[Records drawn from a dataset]
....

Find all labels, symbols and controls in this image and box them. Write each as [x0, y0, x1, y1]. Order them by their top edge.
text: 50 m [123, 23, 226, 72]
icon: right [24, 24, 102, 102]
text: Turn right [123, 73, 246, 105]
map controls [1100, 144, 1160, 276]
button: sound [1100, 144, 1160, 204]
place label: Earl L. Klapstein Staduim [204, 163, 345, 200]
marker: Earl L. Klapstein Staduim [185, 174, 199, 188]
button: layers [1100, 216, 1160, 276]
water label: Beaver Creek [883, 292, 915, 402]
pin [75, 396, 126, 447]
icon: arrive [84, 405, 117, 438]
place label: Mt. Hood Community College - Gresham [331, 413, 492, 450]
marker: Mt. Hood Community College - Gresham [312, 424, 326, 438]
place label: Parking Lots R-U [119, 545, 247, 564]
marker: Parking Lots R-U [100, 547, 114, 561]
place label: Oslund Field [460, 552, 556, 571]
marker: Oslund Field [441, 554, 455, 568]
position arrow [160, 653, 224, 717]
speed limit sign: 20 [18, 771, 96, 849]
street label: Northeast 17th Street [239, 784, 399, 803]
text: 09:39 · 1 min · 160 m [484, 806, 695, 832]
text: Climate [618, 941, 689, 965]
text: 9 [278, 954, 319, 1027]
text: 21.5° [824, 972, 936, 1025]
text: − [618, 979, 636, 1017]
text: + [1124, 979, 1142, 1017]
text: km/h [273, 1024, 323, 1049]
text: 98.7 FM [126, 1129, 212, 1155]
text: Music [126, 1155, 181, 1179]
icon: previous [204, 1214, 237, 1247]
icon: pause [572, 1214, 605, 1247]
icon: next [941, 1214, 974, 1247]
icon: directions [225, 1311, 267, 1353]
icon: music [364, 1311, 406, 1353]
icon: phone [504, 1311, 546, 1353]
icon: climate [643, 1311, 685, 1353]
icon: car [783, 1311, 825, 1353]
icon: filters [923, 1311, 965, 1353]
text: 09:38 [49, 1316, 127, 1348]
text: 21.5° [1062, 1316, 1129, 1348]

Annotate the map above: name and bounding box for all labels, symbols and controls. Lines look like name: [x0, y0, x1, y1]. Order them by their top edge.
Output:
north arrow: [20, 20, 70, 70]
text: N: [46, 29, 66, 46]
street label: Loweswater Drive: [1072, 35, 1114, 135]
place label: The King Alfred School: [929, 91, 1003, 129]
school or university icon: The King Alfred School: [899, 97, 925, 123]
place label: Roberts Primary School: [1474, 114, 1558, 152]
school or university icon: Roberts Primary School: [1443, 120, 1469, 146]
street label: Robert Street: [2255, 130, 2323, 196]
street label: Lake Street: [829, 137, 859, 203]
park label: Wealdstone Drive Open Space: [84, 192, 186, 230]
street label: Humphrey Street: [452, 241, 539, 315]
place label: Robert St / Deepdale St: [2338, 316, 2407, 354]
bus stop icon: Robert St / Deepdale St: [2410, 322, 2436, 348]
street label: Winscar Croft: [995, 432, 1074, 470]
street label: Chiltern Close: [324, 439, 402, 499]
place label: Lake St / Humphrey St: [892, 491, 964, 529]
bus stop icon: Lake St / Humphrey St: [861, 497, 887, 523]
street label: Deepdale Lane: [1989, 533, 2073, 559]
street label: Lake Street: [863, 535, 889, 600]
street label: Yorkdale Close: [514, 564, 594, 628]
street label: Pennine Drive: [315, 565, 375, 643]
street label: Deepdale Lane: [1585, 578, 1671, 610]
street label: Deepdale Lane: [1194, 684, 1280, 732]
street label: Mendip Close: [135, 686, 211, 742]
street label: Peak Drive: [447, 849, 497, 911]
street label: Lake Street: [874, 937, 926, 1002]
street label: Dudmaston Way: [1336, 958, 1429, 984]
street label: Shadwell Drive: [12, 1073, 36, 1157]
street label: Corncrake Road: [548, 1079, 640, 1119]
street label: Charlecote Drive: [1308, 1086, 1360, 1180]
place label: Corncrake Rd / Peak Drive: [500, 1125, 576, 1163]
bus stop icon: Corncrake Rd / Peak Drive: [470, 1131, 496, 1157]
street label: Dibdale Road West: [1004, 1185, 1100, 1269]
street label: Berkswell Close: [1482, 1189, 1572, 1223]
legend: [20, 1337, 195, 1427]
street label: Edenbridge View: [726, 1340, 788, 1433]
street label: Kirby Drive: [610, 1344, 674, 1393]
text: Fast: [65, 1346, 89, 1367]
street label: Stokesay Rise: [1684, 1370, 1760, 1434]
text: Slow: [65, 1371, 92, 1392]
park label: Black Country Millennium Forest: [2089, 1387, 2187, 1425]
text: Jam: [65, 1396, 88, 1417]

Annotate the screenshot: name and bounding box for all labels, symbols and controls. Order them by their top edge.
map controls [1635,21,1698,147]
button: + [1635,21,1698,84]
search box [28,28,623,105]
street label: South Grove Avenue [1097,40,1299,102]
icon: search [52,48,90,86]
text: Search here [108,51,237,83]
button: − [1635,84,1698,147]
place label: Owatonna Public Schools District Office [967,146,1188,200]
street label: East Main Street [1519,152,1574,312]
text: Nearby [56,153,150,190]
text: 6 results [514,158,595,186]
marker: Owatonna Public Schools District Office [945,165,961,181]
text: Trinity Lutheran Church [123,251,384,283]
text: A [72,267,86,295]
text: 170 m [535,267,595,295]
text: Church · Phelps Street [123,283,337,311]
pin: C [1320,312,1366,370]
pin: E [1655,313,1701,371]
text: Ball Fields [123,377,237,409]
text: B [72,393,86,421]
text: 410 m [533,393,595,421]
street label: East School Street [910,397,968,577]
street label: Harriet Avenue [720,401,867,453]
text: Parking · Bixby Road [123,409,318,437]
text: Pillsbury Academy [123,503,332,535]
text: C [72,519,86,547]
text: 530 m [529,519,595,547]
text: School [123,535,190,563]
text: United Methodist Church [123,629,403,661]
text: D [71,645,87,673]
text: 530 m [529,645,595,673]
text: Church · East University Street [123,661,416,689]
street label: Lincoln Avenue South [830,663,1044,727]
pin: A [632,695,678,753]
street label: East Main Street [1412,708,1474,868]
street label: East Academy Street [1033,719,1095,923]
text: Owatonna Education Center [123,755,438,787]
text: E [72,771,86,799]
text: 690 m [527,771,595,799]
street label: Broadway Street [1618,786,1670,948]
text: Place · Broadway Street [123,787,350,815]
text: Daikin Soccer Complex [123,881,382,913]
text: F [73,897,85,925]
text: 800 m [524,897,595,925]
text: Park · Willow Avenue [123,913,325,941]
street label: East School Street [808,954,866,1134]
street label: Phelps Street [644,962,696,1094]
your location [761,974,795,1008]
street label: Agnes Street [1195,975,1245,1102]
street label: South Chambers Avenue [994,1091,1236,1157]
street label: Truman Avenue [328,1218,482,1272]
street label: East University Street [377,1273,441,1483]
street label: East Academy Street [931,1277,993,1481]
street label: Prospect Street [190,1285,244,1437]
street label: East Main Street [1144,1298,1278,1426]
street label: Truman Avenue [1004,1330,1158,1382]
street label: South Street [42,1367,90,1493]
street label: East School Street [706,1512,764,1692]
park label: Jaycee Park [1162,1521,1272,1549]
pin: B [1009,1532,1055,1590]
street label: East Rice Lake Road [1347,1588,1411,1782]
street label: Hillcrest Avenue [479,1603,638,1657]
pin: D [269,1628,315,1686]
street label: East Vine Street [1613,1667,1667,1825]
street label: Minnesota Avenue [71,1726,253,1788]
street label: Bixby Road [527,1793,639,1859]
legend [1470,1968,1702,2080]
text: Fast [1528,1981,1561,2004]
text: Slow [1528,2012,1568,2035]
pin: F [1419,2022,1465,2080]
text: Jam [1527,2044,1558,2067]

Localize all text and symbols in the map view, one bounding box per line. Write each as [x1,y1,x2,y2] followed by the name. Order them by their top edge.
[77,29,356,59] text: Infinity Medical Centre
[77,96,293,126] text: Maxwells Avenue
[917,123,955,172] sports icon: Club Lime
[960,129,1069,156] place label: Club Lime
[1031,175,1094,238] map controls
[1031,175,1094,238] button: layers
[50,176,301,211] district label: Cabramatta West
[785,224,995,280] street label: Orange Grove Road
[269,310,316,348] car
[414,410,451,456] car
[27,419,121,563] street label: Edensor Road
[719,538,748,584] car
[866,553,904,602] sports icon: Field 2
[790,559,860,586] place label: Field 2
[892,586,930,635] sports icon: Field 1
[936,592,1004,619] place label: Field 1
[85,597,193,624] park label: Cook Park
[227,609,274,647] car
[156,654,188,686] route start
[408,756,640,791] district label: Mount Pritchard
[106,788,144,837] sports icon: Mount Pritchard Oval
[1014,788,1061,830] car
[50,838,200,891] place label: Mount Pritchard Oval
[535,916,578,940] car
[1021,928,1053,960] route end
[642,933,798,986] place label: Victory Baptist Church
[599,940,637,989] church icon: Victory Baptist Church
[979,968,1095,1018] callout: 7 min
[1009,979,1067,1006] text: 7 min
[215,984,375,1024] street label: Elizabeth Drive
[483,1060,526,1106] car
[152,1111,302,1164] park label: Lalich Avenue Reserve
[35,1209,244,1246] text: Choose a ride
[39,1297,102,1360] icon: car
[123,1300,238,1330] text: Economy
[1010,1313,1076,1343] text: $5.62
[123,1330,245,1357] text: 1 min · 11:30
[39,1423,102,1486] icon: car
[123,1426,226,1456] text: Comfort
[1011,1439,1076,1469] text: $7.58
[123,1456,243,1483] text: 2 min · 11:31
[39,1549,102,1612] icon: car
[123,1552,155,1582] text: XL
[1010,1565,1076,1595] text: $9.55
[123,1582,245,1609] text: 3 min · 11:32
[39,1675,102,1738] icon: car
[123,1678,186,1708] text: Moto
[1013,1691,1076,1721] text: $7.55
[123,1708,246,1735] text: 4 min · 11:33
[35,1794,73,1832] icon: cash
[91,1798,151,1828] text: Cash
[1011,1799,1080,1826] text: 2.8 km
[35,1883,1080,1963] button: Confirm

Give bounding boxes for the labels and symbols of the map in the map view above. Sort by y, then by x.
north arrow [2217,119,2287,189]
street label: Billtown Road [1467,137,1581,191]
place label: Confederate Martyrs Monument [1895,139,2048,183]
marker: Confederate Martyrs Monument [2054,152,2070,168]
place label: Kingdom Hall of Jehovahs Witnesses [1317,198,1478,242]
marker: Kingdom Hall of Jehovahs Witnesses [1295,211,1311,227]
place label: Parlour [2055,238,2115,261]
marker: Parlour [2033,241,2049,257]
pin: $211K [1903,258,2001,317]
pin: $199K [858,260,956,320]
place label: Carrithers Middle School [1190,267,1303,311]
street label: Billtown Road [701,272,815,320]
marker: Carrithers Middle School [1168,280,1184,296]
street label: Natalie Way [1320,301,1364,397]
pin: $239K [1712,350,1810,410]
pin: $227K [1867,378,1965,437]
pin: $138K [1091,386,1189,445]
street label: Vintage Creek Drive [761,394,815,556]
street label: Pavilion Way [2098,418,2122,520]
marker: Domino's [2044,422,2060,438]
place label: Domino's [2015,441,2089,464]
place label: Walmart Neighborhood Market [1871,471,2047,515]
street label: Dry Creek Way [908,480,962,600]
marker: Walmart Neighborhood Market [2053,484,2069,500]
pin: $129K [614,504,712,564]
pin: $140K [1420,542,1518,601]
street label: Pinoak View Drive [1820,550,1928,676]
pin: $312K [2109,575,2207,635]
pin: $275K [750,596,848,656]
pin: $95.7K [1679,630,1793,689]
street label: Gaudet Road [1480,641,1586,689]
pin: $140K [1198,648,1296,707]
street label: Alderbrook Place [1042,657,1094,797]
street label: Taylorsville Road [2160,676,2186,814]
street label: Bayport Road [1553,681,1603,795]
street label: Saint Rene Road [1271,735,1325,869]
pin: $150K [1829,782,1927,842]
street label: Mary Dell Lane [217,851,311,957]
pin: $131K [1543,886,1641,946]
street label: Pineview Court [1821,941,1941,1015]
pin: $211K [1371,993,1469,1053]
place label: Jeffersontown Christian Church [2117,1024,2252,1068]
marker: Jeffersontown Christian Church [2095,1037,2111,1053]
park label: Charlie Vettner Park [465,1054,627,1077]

....

WHAT YOU HAVE TO DO
Whenever "Academy" occurs in a line above, copy that line.

RESPONSE AREA
text: Pillsbury Academy [123,503,332,535]
street label: East Academy Street [1033,719,1095,923]
street label: East Academy Street [931,1277,993,1481]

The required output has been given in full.